52. Falar Russo (e também Mongol e ainda Mandarim)

Era uma das minhas maiores expectativas: como é que afinal nos íamos conseguir desenvencilhar na comunicação com os russos? que utilidade iriam ter os meus dois anos de russo académico?
Depois de umas dificuldades iniciais, a operação da compra do primeiro bilhete de comboio veio confirmar, de uma vez por todas, que o assunto não ia ser nada fácil. Eu armada de um russo tosco nada podia fazer contra arrogância com que me respondiam e corrigiam as minhas frases.

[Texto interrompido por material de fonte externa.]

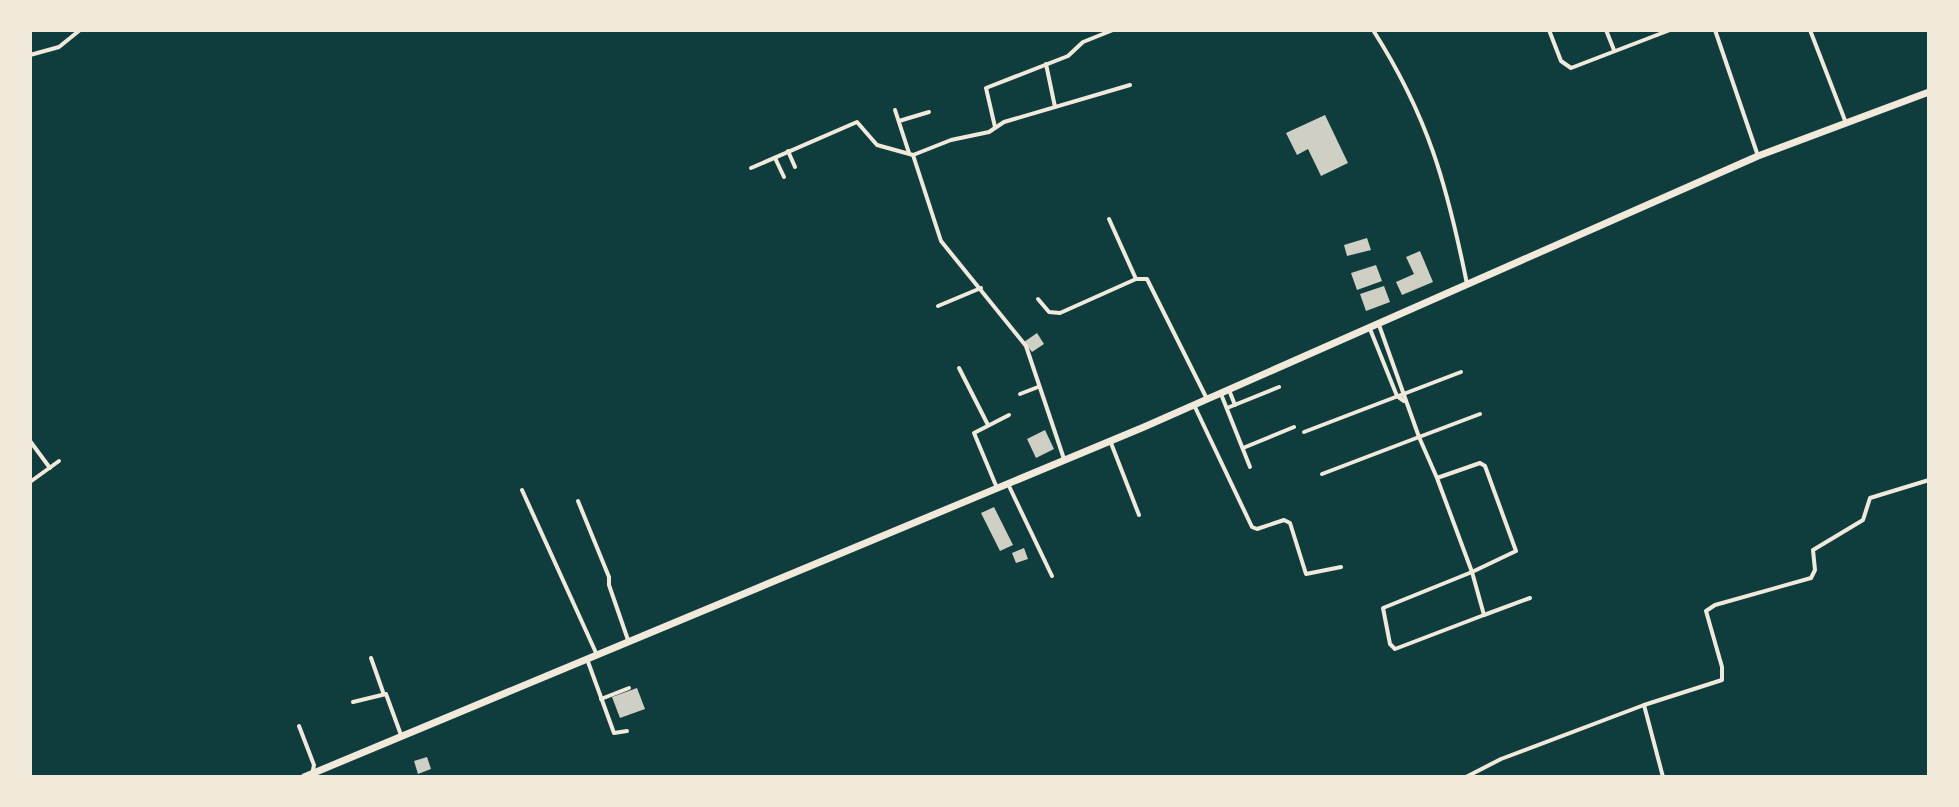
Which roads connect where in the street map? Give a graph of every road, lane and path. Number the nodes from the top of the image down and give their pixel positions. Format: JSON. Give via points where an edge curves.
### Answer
{"nodes":[{"id":1,"x":80,"y":30,"type":"edge"},
{"id":2,"x":1113,"y":30,"type":"edge"},
{"id":3,"x":1373,"y":30,"type":"edge"},
{"id":4,"x":1549,"y":30,"type":"edge"},
{"id":5,"x":1606,"y":30,"type":"edge"},
{"id":6,"x":1715,"y":30,"type":"edge"},
{"id":7,"x":1810,"y":30,"type":"edge"},
{"id":8,"x":1667,"y":31,"type":"edge"},
{"id":9,"x":1614,"y":50,"type":"junction"},
{"id":10,"x":30,"y":55,"type":"edge"},
{"id":11,"x":1046,"y":64,"type":"junction"},
{"id":12,"x":1130,"y":85,"type":"dead end"},
{"id":13,"x":1929,"y":92,"type":"edge"},
{"id":14,"x":1055,"y":107,"type":"junction"},
{"id":15,"x":895,"y":110,"type":"dead end"},
{"id":16,"x":929,"y":112,"type":"dead end"},
{"id":17,"x":899,"y":121,"type":"junction"},
{"id":18,"x":1846,"y":123,"type":"junction"},
{"id":19,"x":995,"y":127,"type":"junction"},
{"id":20,"x":788,"y":151,"type":"junction"},
{"id":21,"x":911,"y":154,"type":"junction"},
{"id":22,"x":1758,"y":156,"type":"junction"},
{"id":23,"x":775,"y":157,"type":"junction"},
{"id":24,"x":795,"y":167,"type":"dead end"},
{"id":25,"x":751,"y":168,"type":"dead end"},
{"id":26,"x":784,"y":177,"type":"dead end"},
{"id":27,"x":1109,"y":219,"type":"dead end"},
{"id":28,"x":1136,"y":279,"type":"junction"},
{"id":29,"x":1468,"y":286,"type":"junction"},
{"id":30,"x":981,"y":288,"type":"junction"},
{"id":31,"x":1038,"y":299,"type":"dead end"},
{"id":32,"x":938,"y":306,"type":"dead end"},
{"id":33,"x":1379,"y":325,"type":"junction"},
{"id":34,"x":1370,"y":329,"type":"junction"},
{"id":35,"x":959,"y":368,"type":"dead end"},
{"id":36,"x":1461,"y":372,"type":"dead end"},
{"id":37,"x":1038,"y":387,"type":"junction"},
{"id":38,"x":1279,"y":387,"type":"dead end"},
{"id":39,"x":1225,"y":392,"type":"junction"},
{"id":40,"x":1405,"y":393,"type":"junction"},
{"id":41,"x":1020,"y":394,"type":"dead end"},
{"id":42,"x":1397,"y":396,"type":"junction"},
{"id":43,"x":1207,"y":399,"type":"junction"},
{"id":44,"x":1404,"y":401,"type":"junction"},
{"id":45,"x":1194,"y":405,"type":"junction"},
{"id":46,"x":1235,"y":405,"type":"junction"},
{"id":47,"x":1227,"y":408,"type":"junction"},
{"id":48,"x":1480,"y":414,"type":"dead end"},
{"id":49,"x":1009,"y":415,"type":"dead end"},
{"id":50,"x":988,"y":425,"type":"junction"},
{"id":51,"x":1294,"y":427,"type":"dead end"},
{"id":52,"x":1304,"y":432,"type":"dead end"},
{"id":53,"x":1419,"y":437,"type":"junction"},
{"id":54,"x":1110,"y":440,"type":"junction"},
{"id":55,"x":30,"y":441,"type":"edge"},
{"id":56,"x":1243,"y":448,"type":"junction"},
{"id":57,"x":1064,"y":459,"type":"junction"},
{"id":58,"x":59,"y":461,"type":"dead end"},
{"id":59,"x":1250,"y":467,"type":"dead end"},
{"id":60,"x":50,"y":468,"type":"junction"},
{"id":61,"x":1322,"y":474,"type":"dead end"},
{"id":62,"x":1437,"y":478,"type":"junction"},
{"id":63,"x":1929,"y":480,"type":"edge"},
{"id":64,"x":30,"y":482,"type":"edge"},
{"id":65,"x":1008,"y":484,"type":"junction"},
{"id":66,"x":997,"y":488,"type":"junction"},
{"id":67,"x":522,"y":490,"type":"dead end"},
{"id":68,"x":578,"y":501,"type":"dead end"},
{"id":69,"x":1139,"y":515,"type":"dead end"},
{"id":70,"x":1341,"y":567,"type":"dead end"},
{"id":71,"x":1472,"y":572,"type":"junction"},
{"id":72,"x":1052,"y":576,"type":"dead end"},
{"id":73,"x":1530,"y":598,"type":"dead end"},
{"id":74,"x":1484,"y":615,"type":"junction"},
{"id":75,"x":629,"y":642,"type":"junction"},
{"id":76,"x":597,"y":655,"type":"junction"},
{"id":77,"x":371,"y":658,"type":"dead end"},
{"id":78,"x":587,"y":659,"type":"junction"},
{"id":79,"x":629,"y":688,"type":"dead end"},
{"id":80,"x":383,"y":692,"type":"junction"},
{"id":81,"x":601,"y":699,"type":"junction"},
{"id":82,"x":353,"y":702,"type":"dead end"},
{"id":83,"x":1644,"y":705,"type":"junction"},
{"id":84,"x":299,"y":726,"type":"dead end"},
{"id":85,"x":627,"y":731,"type":"dead end"},
{"id":86,"x":402,"y":737,"type":"junction"},
{"id":87,"x":310,"y":776,"type":"edge"},
{"id":88,"x":1466,"y":777,"type":"edge"},
{"id":89,"x":1663,"y":777,"type":"edge"}],
"edges":[{"from":1,"to":10,"type":"street","via":[[59,47]]},
{"from":2,"to":11,"type":"street"},
{"from":3,"to":29,"type":"street","via":[[1417,108],[1442,171]]},
{"from":4,"to":9,"type":"street","via":[[1568,68]]},
{"from":5,"to":9,"type":"street"},
{"from":6,"to":22,"type":"street"},
{"from":7,"to":18,"type":"street"},
{"from":8,"to":9,"type":"street"},
{"from":11,"to":14,"type":"street"},
{"from":11,"to":19,"type":"street","via":[[986,88]]},
{"from":12,"to":14,"type":"street"},
{"from":13,"to":18,"type":"main road"},
{"from":14,"to":19,"type":"street"},
{"from":15,"to":17,"type":"street"},
{"from":16,"to":17,"type":"street"},
{"from":17,"to":21,"type":"street"},
{"from":18,"to":22,"type":"main road"},
{"from":19,"to":21,"type":"street"},
{"from":20,"to":21,"type":"street","via":[[857,122],[877,145]]},
{"from":20,"to":23,"type":"street"},
{"from":20,"to":24,"type":"street"},
{"from":21,"to":30,"type":"street","via":[[939,236]]},
{"from":22,"to":29,"type":"main road"},
{"from":23,"to":25,"type":"street"},
{"from":23,"to":26,"type":"street"},
{"from":27,"to":28,"type":"street"},
{"from":28,"to":31,"type":"street","via":[[1060,313],[1049,312]]},
{"from":28,"to":43,"type":"street","via":[[1152,285]]},
{"from":29,"to":33,"type":"main road"},
{"from":30,"to":32,"type":"street"},
{"from":30,"to":37,"type":"street","via":[[1024,342]]},
{"from":33,"to":34,"type":"main road"},
{"from":33,"to":40,"type":"street"},
{"from":34,"to":39,"type":"main road"},
{"from":34,"to":42,"type":"street"},
{"from":35,"to":50,"type":"street"},
{"from":36,"to":40,"type":"street"},
{"from":37,"to":41,"type":"street"},
{"from":37,"to":57,"type":"street"},
{"from":38,"to":46,"type":"street"},
{"from":39,"to":43,"type":"main road"},
{"from":39,"to":46,"type":"street"},
{"from":39,"to":47,"type":"street"},
{"from":40,"to":42,"type":"street"},
{"from":40,"to":44,"type":"street"},
{"from":42,"to":44,"type":"street"},
{"from":42,"to":52,"type":"street"},
{"from":43,"to":45,"type":"main road"},
{"from":44,"to":53,"type":"street"},
{"from":45,"to":54,"type":"main road"},
{"from":45,"to":70,"type":"street","via":[[1252,527],[1287,520],[1306,574]]},
{"from":46,"to":47,"type":"street"},
{"from":47,"to":56,"type":"street"},
{"from":48,"to":53,"type":"street"},
{"from":49,"to":50,"type":"street"},
{"from":50,"to":66,"type":"street","via":[[974,433]]},
{"from":51,"to":56,"type":"street"},
{"from":53,"to":61,"type":"street"},
{"from":53,"to":62,"type":"street"},
{"from":54,"to":57,"type":"main road"},
{"from":54,"to":69,"type":"street"},
{"from":55,"to":60,"type":"street"},
{"from":56,"to":59,"type":"street"},
{"from":57,"to":65,"type":"main road"},
{"from":58,"to":60,"type":"street"},
{"from":60,"to":64,"type":"street"},
{"from":62,"to":71,"type":"street"},
{"from":62,"to":71,"type":"street","via":[[1483,464],[1514,544],[1514,554]]},
{"from":63,"to":83,"type":"street","via":[[1870,498],[1863,520],[1813,550],[1811,578],[1710,608],[1705,617],[1722,680]]},
{"from":65,"to":66,"type":"main road"},
{"from":65,"to":72,"type":"street"},
{"from":66,"to":75,"type":"main road"},
{"from":67,"to":76,"type":"street"},
{"from":68,"to":75,"type":"street"},
{"from":71,"to":74,"type":"street"},
{"from":71,"to":74,"type":"street","via":[[1383,608],[1390,644],[1398,649]]},
{"from":73,"to":74,"type":"street"},
{"from":75,"to":76,"type":"main road"},
{"from":76,"to":78,"type":"main road"},
{"from":77,"to":80,"type":"street"},
{"from":78,"to":81,"type":"street"},
{"from":78,"to":86,"type":"main road"},
{"from":79,"to":81,"type":"street"},
{"from":80,"to":82,"type":"street"},
{"from":80,"to":86,"type":"street"},
{"from":81,"to":85,"type":"street","via":[[614,733]]},
{"from":83,"to":88,"type":"street"},
{"from":83,"to":89,"type":"street"},
{"from":84,"to":87,"type":"street","via":[[314,765]]},
{"from":86,"to":87,"type":"main road"}]}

(segue-se um parênteses técnico após o qual voltaremos à saga da viagem)
A dificuldade em montar uma frase em língua russa prende-se com o caso dos “casos”. Em português temos uma ordem obrigatória para arrumar as palavras dentro da frase. É esta ordem que nos permite apontar quem é o sujeito e qual é o complemento. Por exemplo: Jota vê Quico. Para nós aqui é claro quem é que vê quem, precisamente porque a regra obriga a que o sujeito apareça antes da acção que vai praticar, e o complemento directo depois da acção de que está a ser vítima.
Ora, os Russos não têm ordem obrigatória para a estrutura das suas frases mas claro que têm outra solução para saber afinal quem é que vê e quem é que está a ser visto. Aos olhos russos Jota vê Quico será uma frase que não faz sentido porque, para eles, esta frase tem dois sujeitos e não se entende quem faz nem que sofre a acção. É então que recorrem aos “casos” ou seja dão marteladas especiais às palavras que não desempenham a função de sujeito. Assim, o Quico como vítima da acção vai aparecer martelado e a frase fica qualquer coisa como: Jota vê Quicá; ou então, trocando a ordem que para os russos é irrelevante: Quicá vê Jota. E em ambas as frases quem vê é a Jota e que é visto é sempre o Quico.
Bem, a lógica é outra mas faz tanto sentido quanto a nossa. O que dói nas marteladas é que as há de todas as formas e feitios e que devem ser dadas nas alturas indicadas, ao género e número indicados. Por exemplo se fosse Quico vê Jota, a martelada que se dá na Jota seria outra porque a Jota é feminina. A frase ficaria Quico vê Jotú ou, claro seria possível, Jotú vê Quico. E se a acção não fosse ver mas sim, por exemplo, conversar com, as marteladas ainda teriam outras variantes.

(e de volta)
Acusei logo cedo a pressão de estar frente ao russo a pensar na martelada que ia ter de dar naquela frase, a descobrir de que tipo era a martelada que ele tinha acabado de dar e isto tudo sempre a ver se a minha martelada não saía ao lado e não me acertava em cheio nos dedos!
Senti por diversas vezes, entre as pessoas com que estabelecíamos comunicação para que nos fosse prestado um serviço, uma arrogância em resposta ao meu esforço em falar na língua deles. Caíram-me em cima olhares de censura felicitando-me pelo atrevimento em chegar ali e encetar conversa com aquele meu tosco russo (como se toda a gente aprendesse russo em qualquer país do mundo!). E eu a pensar que levar na manga mais do que as palavras básicas seria uma alegria para os russos e um trunfo de simpatia garantida!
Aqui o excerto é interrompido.